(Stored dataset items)
§

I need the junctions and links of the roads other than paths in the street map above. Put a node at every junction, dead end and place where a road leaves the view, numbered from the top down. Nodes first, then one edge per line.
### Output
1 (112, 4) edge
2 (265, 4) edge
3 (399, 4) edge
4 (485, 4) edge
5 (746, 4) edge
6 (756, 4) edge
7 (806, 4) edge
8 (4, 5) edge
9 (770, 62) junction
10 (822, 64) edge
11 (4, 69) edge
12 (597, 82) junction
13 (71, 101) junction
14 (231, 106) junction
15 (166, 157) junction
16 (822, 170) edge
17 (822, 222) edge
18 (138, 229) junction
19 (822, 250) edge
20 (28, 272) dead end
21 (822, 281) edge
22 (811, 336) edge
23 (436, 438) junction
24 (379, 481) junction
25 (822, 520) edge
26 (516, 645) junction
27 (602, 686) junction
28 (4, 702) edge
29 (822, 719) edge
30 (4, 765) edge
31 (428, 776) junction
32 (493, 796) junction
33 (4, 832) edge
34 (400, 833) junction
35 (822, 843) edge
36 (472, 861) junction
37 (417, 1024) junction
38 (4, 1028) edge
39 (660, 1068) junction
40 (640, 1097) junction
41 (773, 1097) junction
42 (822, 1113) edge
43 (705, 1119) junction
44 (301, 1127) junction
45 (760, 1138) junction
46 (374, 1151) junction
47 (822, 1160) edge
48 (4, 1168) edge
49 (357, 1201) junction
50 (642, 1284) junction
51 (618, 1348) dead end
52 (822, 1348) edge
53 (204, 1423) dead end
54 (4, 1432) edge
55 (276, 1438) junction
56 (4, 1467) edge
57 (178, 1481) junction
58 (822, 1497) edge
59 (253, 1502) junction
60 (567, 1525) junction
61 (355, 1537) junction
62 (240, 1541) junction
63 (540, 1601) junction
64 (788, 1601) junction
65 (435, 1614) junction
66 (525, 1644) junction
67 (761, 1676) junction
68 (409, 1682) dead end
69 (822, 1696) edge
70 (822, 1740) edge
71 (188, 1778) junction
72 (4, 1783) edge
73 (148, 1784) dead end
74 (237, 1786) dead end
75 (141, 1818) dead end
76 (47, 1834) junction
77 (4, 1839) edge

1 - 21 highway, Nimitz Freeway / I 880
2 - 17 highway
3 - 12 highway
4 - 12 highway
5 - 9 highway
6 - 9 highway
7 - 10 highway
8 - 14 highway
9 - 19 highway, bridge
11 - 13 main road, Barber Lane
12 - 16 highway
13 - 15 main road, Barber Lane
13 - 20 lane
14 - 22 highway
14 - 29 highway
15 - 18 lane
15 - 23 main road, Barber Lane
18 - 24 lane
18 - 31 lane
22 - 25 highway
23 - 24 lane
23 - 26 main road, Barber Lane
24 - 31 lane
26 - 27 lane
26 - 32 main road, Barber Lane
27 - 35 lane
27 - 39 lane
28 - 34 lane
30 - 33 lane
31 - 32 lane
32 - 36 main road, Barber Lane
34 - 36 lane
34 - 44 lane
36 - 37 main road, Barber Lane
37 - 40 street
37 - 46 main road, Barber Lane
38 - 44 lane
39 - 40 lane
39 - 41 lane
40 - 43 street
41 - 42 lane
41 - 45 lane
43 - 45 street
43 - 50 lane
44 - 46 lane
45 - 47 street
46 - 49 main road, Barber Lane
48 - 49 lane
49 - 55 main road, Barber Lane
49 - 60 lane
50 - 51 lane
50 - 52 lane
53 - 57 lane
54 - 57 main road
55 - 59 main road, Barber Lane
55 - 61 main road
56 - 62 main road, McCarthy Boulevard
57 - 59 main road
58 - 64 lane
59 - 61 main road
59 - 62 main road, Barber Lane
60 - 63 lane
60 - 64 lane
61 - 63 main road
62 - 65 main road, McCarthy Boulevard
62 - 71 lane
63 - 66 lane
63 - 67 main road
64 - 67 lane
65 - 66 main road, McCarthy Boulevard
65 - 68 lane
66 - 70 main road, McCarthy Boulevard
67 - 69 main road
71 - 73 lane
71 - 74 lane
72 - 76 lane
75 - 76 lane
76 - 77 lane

§

## Work instructions
All of the data above must be repeated exactly.

## Output
I need the junctions and links of the roads other than paths in the street map above. Put a node at every junction, dead end and place where a road leaves the view, numbered from the top down. Nodes first, then one edge per line.
### Output
1 (112, 4) edge
2 (265, 4) edge
3 (399, 4) edge
4 (485, 4) edge
5 (746, 4) edge
6 (756, 4) edge
7 (806, 4) edge
8 (4, 5) edge
9 (770, 62) junction
10 (822, 64) edge
11 (4, 69) edge
12 (597, 82) junction
13 (71, 101) junction
14 (231, 106) junction
15 (166, 157) junction
16 (822, 170) edge
17 (822, 222) edge
18 (138, 229) junction
19 (822, 250) edge
20 (28, 272) dead end
21 (822, 281) edge
22 (811, 336) edge
23 (436, 438) junction
24 (379, 481) junction
25 (822, 520) edge
26 (516, 645) junction
27 (602, 686) junction
28 (4, 702) edge
29 (822, 719) edge
30 (4, 765) edge
31 (428, 776) junction
32 (493, 796) junction
33 (4, 832) edge
34 (400, 833) junction
35 (822, 843) edge
36 (472, 861) junction
37 (417, 1024) junction
38 (4, 1028) edge
39 (660, 1068) junction
40 (640, 1097) junction
41 (773, 1097) junction
42 (822, 1113) edge
43 (705, 1119) junction
44 (301, 1127) junction
45 (760, 1138) junction
46 (374, 1151) junction
47 (822, 1160) edge
48 (4, 1168) edge
49 (357, 1201) junction
50 (642, 1284) junction
51 (618, 1348) dead end
52 (822, 1348) edge
53 (204, 1423) dead end
54 (4, 1432) edge
55 (276, 1438) junction
56 (4, 1467) edge
57 (178, 1481) junction
58 (822, 1497) edge
59 (253, 1502) junction
60 (567, 1525) junction
61 (355, 1537) junction
62 (240, 1541) junction
63 (540, 1601) junction
64 (788, 1601) junction
65 (435, 1614) junction
66 (525, 1644) junction
67 (761, 1676) junction
68 (409, 1682) dead end
69 (822, 1696) edge
70 (822, 1740) edge
71 (188, 1778) junction
72 (4, 1783) edge
73 (148, 1784) dead end
74 (237, 1786) dead end
75 (141, 1818) dead end
76 (47, 1834) junction
77 (4, 1839) edge

1 - 21 highway, Nimitz Freeway / I 880
2 - 17 highway
3 - 12 highway
4 - 12 highway
5 - 9 highway
6 - 9 highway
7 - 10 highway
8 - 14 highway
9 - 19 highway, bridge
11 - 13 main road, Barber Lane
12 - 16 highway
13 - 15 main road, Barber Lane
13 - 20 lane
14 - 22 highway
14 - 29 highway
15 - 18 lane
15 - 23 main road, Barber Lane
18 - 24 lane
18 - 31 lane
22 - 25 highway
23 - 24 lane
23 - 26 main road, Barber Lane
24 - 31 lane
26 - 27 lane
26 - 32 main road, Barber Lane
27 - 35 lane
27 - 39 lane
28 - 34 lane
30 - 33 lane
31 - 32 lane
32 - 36 main road, Barber Lane
34 - 36 lane
34 - 44 lane
36 - 37 main road, Barber Lane
37 - 40 street
37 - 46 main road, Barber Lane
38 - 44 lane
39 - 40 lane
39 - 41 lane
40 - 43 street
41 - 42 lane
41 - 45 lane
43 - 45 street
43 - 50 lane
44 - 46 lane
45 - 47 street
46 - 49 main road, Barber Lane
48 - 49 lane
49 - 55 main road, Barber Lane
49 - 60 lane
50 - 51 lane
50 - 52 lane
53 - 57 lane
54 - 57 main road
55 - 59 main road, Barber Lane
55 - 61 main road
56 - 62 main road, McCarthy Boulevard
57 - 59 main road
58 - 64 lane
59 - 61 main road
59 - 62 main road, Barber Lane
60 - 63 lane
60 - 64 lane
61 - 63 main road
62 - 65 main road, McCarthy Boulevard
62 - 71 lane
63 - 66 lane
63 - 67 main road
64 - 67 lane
65 - 66 main road, McCarthy Boulevard
65 - 68 lane
66 - 70 main road, McCarthy Boulevard
67 - 69 main road
71 - 73 lane
71 - 74 lane
72 - 76 lane
75 - 76 lane
76 - 77 lane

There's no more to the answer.